According to stakeholders, the Nigerian environment, its natural resources, economy and facilities are fast being degraded and consumed as a result of human population increase.

A situation where children are left uncared for affects the development of a society as they constitute a nuisance to their immediate environment.

It is important to note that a society where population continues to grow alarmingly will suffer setbacks, such as lack of basic amenities, health care facilities among others. This perhaps informed the decision of China, which has the highest population to put some measures in place to check this trend in order to effectively provide for her citizens.

Nigeria contributes about 10 per cent of global maternal mortality case load and it is second only to India. Even with the worrisome figure, contraceptive utilisation in Nigeria is about 15 per cent while modern contraceptive is about 10 percent.

According to the United Nations Population Fund (UNFPA), no fewer than 20 million women in Nigeria have  no access to safe and effective family planning services.

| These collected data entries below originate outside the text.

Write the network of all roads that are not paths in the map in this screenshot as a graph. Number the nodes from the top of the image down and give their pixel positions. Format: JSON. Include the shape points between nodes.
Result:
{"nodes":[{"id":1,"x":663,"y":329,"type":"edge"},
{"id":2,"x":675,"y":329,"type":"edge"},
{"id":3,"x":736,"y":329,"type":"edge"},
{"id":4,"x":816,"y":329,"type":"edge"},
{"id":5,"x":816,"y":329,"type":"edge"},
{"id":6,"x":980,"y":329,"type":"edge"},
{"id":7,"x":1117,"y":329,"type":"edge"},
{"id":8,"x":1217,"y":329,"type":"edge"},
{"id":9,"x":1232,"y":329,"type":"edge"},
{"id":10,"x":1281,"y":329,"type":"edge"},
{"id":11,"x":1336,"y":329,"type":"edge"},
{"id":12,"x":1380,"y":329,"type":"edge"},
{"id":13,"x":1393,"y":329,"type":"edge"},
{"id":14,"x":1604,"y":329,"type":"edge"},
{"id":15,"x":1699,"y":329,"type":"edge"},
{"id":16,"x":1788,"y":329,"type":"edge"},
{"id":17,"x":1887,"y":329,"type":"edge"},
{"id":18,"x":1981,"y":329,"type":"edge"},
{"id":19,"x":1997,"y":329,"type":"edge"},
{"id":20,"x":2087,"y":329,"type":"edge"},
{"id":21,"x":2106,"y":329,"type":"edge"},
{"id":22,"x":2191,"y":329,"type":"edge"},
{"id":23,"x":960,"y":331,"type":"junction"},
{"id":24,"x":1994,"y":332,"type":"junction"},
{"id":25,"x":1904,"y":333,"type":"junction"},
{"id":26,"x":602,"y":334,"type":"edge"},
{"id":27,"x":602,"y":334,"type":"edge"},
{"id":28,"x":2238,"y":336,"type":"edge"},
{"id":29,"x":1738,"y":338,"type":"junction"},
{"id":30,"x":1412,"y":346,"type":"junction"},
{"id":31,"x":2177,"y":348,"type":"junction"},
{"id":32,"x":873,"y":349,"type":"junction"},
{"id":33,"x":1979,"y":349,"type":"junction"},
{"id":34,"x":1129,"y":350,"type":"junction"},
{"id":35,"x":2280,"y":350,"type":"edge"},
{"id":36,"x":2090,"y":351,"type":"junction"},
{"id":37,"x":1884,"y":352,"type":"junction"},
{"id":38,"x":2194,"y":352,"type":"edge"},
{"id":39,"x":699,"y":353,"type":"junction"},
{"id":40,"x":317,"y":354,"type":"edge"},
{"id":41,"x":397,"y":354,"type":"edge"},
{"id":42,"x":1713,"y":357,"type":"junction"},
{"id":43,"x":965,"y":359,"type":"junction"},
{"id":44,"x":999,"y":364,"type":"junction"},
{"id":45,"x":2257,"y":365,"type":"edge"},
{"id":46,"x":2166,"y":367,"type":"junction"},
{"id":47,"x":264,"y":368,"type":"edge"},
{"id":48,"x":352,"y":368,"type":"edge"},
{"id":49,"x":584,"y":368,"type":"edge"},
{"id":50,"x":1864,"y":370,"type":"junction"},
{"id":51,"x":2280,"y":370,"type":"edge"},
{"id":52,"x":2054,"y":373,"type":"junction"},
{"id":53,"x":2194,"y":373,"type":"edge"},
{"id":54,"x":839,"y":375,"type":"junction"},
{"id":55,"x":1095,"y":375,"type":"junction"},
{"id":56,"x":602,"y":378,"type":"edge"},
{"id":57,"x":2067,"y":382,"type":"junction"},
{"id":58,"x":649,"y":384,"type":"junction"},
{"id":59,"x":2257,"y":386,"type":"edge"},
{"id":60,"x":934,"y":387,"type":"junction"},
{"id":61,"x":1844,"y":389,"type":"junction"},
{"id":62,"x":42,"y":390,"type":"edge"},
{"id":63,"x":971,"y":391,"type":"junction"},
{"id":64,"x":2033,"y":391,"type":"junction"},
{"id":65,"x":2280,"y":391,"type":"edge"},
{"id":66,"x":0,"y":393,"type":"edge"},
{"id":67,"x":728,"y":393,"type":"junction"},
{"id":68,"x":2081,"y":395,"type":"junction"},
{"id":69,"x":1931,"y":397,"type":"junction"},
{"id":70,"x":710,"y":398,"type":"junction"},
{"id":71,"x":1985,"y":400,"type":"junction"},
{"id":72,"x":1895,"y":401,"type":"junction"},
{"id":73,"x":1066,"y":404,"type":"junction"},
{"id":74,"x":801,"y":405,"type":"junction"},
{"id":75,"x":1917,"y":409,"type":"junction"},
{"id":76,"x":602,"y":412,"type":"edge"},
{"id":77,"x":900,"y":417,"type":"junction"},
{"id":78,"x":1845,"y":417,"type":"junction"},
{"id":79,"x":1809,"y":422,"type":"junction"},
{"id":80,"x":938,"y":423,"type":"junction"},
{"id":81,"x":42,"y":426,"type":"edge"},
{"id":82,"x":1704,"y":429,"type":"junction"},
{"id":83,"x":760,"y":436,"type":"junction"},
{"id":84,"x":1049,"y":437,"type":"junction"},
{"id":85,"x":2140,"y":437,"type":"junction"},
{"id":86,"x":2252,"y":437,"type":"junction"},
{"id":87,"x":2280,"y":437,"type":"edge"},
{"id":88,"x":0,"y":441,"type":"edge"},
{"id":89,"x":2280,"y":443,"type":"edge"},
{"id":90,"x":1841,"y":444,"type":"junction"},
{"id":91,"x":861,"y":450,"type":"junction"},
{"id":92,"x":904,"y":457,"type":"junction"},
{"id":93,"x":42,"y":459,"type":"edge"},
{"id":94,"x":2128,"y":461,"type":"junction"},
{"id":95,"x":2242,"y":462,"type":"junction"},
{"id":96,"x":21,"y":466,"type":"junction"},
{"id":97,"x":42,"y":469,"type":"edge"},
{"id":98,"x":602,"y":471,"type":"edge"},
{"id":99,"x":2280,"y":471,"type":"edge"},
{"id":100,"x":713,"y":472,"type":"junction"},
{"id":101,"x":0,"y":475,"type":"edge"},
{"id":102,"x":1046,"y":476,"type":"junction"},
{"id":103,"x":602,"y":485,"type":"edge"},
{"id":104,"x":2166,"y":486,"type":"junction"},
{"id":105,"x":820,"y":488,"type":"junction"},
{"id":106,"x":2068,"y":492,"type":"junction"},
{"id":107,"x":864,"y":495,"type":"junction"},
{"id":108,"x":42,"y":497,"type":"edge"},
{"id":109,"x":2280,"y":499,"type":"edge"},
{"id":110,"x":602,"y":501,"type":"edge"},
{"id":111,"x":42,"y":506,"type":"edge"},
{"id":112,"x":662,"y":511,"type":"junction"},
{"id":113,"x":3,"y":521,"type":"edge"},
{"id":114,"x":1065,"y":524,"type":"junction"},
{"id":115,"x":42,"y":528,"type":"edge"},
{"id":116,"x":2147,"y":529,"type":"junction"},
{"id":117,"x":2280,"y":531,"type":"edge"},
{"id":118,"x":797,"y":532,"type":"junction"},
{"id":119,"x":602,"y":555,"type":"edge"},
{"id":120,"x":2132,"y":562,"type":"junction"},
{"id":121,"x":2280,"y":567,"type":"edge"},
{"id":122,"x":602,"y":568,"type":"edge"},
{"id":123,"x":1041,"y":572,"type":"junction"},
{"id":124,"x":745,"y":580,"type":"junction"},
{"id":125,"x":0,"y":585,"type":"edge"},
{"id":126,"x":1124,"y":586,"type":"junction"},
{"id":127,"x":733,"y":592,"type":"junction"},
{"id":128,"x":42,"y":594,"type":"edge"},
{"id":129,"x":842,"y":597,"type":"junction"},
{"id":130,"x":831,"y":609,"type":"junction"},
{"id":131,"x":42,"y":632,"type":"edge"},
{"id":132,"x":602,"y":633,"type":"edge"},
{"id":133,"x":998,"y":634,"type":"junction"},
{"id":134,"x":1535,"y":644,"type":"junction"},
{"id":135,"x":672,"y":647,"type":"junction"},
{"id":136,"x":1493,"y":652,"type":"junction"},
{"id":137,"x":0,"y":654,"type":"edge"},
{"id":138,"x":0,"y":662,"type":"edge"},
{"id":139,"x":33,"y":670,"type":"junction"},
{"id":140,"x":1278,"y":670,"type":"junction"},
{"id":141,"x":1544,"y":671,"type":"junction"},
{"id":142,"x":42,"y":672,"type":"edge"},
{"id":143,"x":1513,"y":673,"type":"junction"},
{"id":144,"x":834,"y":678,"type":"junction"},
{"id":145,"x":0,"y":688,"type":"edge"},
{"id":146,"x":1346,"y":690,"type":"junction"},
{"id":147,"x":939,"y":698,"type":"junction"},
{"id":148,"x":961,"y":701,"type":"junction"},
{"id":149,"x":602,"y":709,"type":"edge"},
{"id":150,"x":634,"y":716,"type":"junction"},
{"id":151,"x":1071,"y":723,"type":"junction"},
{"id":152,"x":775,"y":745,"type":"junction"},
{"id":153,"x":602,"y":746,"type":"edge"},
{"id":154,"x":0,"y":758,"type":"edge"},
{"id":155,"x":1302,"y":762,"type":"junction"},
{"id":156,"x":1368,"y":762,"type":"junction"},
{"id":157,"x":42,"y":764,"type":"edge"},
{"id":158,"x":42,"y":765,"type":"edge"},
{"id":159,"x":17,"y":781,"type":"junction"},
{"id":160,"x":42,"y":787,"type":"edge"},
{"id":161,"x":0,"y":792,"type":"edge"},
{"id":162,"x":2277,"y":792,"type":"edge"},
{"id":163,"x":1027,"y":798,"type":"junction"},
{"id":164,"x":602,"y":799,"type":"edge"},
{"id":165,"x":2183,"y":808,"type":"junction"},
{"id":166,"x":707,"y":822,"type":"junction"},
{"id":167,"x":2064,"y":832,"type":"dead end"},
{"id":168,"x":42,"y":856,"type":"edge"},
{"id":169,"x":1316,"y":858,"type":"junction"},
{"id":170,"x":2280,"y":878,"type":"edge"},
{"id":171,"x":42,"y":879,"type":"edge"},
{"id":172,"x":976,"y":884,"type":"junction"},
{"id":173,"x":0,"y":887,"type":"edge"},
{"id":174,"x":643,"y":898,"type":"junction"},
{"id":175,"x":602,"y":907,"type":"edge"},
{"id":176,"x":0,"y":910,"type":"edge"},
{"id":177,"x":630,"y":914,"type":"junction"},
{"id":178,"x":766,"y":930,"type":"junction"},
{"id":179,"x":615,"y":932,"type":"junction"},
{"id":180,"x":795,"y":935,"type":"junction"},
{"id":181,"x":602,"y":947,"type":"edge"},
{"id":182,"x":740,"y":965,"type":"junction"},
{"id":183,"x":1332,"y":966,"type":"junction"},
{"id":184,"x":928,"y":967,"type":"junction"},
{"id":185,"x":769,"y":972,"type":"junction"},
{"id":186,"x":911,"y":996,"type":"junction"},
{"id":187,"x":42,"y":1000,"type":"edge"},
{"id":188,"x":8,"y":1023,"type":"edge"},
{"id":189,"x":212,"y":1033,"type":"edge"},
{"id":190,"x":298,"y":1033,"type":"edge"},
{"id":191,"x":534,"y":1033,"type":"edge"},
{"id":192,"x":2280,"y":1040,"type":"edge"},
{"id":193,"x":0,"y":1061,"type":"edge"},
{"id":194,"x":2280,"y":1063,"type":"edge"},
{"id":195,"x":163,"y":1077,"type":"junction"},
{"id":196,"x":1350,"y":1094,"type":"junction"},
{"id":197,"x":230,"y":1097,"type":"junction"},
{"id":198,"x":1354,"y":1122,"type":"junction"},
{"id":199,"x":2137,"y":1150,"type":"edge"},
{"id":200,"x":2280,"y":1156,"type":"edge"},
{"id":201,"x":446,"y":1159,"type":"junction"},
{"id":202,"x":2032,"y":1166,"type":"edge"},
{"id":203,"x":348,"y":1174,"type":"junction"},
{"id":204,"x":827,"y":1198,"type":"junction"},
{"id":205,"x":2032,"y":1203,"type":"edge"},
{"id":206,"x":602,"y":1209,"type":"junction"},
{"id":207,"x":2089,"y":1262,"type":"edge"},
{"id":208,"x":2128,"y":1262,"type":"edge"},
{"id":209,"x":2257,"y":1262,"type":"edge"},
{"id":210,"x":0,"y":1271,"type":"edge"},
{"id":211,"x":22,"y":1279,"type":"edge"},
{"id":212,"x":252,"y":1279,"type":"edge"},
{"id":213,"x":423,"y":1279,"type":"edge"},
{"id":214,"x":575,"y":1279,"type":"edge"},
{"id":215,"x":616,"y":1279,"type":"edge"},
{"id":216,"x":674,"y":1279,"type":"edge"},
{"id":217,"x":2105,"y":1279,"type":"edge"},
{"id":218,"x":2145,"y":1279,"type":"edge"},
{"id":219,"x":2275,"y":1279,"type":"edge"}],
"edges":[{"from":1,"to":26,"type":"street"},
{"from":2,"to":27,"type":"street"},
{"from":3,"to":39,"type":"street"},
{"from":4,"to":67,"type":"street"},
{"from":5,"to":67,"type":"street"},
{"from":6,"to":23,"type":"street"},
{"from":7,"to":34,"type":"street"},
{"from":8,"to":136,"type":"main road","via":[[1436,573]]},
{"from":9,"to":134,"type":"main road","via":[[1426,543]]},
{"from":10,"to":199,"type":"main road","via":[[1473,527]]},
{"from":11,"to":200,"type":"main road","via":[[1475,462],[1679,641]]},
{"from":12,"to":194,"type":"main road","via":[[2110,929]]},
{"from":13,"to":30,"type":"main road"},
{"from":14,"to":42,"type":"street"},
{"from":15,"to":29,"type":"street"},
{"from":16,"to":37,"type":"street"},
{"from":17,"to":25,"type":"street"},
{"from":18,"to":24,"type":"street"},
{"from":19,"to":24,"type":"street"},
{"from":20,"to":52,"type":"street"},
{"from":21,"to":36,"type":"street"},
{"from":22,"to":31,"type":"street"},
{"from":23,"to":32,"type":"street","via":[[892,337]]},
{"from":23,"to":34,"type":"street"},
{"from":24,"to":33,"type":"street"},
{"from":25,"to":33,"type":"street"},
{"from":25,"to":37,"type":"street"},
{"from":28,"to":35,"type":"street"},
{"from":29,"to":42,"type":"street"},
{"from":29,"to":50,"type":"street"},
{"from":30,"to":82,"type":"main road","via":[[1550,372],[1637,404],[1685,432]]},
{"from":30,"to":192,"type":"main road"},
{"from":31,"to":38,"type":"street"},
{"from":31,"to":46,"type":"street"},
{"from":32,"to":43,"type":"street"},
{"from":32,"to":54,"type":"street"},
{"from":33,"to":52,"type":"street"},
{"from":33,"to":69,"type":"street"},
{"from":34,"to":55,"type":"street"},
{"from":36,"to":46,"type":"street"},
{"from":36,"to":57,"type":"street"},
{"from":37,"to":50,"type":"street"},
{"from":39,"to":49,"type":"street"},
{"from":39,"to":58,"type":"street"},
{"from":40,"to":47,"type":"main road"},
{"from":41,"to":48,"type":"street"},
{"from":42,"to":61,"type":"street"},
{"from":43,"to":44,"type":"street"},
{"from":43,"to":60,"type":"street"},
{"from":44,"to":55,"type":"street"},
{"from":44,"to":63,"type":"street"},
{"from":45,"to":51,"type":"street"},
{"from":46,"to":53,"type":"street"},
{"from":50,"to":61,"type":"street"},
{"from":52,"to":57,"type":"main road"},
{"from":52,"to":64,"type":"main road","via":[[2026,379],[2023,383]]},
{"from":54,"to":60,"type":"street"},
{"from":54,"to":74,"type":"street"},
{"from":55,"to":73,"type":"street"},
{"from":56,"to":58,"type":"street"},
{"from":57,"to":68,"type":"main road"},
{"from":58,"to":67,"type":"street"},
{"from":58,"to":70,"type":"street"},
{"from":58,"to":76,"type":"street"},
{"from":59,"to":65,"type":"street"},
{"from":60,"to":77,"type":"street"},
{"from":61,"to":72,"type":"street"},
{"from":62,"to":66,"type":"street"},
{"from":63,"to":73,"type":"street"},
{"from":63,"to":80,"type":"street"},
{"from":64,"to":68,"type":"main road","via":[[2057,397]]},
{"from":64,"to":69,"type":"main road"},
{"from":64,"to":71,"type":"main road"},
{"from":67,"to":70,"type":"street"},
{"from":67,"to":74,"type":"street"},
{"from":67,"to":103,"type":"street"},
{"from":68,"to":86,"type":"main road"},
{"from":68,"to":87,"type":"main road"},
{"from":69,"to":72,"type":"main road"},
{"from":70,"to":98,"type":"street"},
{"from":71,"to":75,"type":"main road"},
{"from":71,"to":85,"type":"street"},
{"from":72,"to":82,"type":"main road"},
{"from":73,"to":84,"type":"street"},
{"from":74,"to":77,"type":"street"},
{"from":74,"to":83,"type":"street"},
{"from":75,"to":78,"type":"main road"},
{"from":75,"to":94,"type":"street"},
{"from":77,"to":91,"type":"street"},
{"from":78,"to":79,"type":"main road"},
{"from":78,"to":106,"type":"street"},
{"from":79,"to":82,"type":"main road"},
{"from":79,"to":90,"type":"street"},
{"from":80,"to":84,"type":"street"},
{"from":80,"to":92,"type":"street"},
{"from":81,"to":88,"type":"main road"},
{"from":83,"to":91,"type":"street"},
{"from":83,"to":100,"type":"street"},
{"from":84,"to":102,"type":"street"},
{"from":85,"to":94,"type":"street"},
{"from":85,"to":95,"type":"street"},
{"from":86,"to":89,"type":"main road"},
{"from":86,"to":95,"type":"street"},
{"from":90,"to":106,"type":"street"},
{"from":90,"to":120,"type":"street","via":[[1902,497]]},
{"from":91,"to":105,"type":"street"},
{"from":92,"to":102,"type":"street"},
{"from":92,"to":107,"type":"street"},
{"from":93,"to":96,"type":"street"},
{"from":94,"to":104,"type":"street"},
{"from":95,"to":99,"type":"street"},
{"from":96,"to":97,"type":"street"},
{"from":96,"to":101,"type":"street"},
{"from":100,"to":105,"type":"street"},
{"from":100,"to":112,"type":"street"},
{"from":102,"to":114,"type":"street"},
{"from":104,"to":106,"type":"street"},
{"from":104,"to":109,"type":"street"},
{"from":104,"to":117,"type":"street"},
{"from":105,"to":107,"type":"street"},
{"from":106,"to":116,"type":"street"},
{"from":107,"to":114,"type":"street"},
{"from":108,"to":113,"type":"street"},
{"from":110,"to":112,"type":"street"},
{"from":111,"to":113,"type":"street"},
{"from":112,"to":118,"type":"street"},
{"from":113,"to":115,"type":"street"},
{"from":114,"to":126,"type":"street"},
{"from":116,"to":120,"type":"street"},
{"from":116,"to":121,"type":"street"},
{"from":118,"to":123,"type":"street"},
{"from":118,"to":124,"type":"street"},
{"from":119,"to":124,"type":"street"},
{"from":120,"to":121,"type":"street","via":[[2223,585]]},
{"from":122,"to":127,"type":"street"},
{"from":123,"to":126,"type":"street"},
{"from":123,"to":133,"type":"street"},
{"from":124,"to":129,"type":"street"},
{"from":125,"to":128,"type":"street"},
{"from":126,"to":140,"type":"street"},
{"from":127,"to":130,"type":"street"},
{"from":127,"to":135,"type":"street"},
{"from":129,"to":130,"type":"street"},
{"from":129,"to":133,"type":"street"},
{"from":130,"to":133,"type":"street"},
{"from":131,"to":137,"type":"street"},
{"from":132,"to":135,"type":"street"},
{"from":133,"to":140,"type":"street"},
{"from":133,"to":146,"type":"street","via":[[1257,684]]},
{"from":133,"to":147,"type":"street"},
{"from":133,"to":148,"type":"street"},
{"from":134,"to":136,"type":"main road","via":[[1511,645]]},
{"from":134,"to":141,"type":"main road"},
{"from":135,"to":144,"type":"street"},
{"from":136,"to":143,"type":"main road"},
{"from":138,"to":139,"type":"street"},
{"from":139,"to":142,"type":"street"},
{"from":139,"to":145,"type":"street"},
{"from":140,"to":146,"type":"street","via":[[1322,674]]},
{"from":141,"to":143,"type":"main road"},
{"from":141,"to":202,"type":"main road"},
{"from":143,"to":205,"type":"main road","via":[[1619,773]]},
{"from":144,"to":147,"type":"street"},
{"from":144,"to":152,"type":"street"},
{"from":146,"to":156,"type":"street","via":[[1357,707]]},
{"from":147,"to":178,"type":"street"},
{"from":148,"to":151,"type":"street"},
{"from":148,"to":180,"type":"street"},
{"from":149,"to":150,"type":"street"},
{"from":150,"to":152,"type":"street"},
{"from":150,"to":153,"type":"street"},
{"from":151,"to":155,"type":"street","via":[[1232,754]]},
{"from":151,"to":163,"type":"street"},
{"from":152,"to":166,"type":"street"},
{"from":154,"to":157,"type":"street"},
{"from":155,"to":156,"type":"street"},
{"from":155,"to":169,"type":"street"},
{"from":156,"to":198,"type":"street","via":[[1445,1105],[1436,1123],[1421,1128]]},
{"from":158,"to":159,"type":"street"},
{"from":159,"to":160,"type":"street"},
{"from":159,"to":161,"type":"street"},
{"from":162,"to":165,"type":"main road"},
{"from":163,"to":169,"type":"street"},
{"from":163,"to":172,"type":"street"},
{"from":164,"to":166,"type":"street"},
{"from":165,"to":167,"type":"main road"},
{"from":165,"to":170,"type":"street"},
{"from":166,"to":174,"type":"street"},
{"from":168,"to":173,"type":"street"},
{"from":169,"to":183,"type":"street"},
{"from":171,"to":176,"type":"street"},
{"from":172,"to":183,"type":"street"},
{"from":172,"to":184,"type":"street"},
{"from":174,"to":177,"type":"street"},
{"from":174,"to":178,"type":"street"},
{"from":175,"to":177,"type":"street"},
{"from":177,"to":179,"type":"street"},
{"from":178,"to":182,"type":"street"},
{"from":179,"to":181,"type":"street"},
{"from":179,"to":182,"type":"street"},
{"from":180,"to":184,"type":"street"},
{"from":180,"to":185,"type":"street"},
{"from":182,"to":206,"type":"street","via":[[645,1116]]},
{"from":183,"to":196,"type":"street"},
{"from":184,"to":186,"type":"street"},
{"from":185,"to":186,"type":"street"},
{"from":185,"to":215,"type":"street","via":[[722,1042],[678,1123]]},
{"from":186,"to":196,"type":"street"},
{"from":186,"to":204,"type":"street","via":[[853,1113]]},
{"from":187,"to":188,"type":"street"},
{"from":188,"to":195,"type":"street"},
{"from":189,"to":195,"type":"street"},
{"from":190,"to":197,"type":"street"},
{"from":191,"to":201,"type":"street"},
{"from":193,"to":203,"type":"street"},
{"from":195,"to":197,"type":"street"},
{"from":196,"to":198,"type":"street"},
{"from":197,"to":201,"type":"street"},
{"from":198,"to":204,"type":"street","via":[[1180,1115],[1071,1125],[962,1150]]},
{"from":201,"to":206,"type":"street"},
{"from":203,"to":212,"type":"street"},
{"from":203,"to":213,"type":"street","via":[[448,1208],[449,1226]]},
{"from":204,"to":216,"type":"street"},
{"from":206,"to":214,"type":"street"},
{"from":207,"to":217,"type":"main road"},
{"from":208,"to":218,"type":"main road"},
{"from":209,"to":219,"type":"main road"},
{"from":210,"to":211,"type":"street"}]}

Fulfilling unmet demand for Family Planning in Nigeria, UNFPA says would avert 750,000 unintended pregnancies and reduce by one-third the estimated over 40,000 annual maternal deaths.

With glaring evidences on the potency of family planning as a tool for checking population growth, now is the time  for government to think and act differently. Ideally, serious efforts in this regard should now be devoted to making family planning services accessible to women and girls of reproductive age irrespective of their location in the country.

Many medical experts have continued to harp on the need for Nigerians to adopt family planning to regulate population growth and reduce maternal deaths.

This is because better reproductive health care including voluntary family planning can bolster economies and contribute to sustainable development by empowering women to complete their education.

Family planning is said to be critical to achieving sustainable Development Goal 1, to end poverty. It is also key to achieving other goals such as ending hunger as well as promoting good health and gender equality.”

The concept of family planning allows families to space births, control population and see to the improved health of the mother, child, father, family and the nation at large.

Therefore, family planning is unarguably the single, most cost-effective and impactful intervention, in health and development, with the potential to save lives, improve health, empower women and girls, and strengthen communities and whole nations.

Nigerians on their part should know that it is their right to decide the number of children that they want to have and key into the 2018 World Population Day theme which says “Family Planning is a Human Right.”